I noticed in your build picture that your oven floor bricks sit inside of and are independent of your dome perimeter bricks, but your arch is built on top of the landing floor bricks. If you're going to continue with that, then yes, I'd mortar the arch bricks to the landing floor bricks. I would recommend you consider running the arch bricks down to the underfloor insulation, and having the landing floor bricks cut to fit inside the arch bricks, just like you did with your dome.
If you discarded the above for a specific reason, no worries. In the end we all build how we choose.
Wedges. I used offcut brick wedges only during dry layout. Just to see that the brick geometry was correct. Once I started mortaring, I'd schmear a generous wedge-shaped dollop of mortar across the tops of several of the already set bricks, then because the sides of my bricks were tapered, I'd place a thin even skim coat of mortar on the side of the brick in my hand. I'd then use the IT to position the brick being set. While holding the brick firmly in the IT, I'd get the IT/brick in to position, then use the butt end of the trowel handle to tap tap tap the brick down and over, all while the IT was holding the brick at the correct orientation. I'd set several brick, and only then come back and clean up any mortar squeeze out.

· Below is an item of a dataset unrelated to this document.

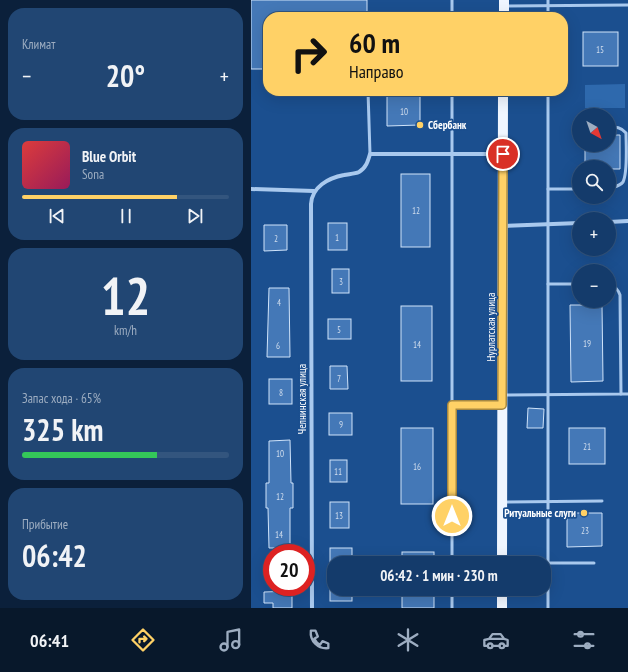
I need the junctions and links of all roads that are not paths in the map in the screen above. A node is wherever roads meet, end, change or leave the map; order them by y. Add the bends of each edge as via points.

FWIW, when setting these bricks, I used a margin trowel. Small, maneuverable, and easy. I'd also use the margin trowel to mix up my small batches of homebrew.
If I was not tapering my brick at all I could see using brick wedges in the backs of the mortared joints, essentially to act as a joint filler. Really large infills of mortar can develops shrinkage cracks as the mortar cures. The brick wedges would prevent that possibility. I'd have probably still set the brick as described, and while still holding the brick in place with the IT, I'd have driven a brick wedge in to the mortar gap on the outside of the dome. Driving in the wedge would really compact the mortar in the joint, causing squeeze out and ensuring a good fill. Obviously, don't overdrive the wedge so far that it displaces the position at which the IT set the brick.
Regardless, your arch cuts look terrific. Nice work!
Last edited by mongota; 09-17-2020, 09:51 AM.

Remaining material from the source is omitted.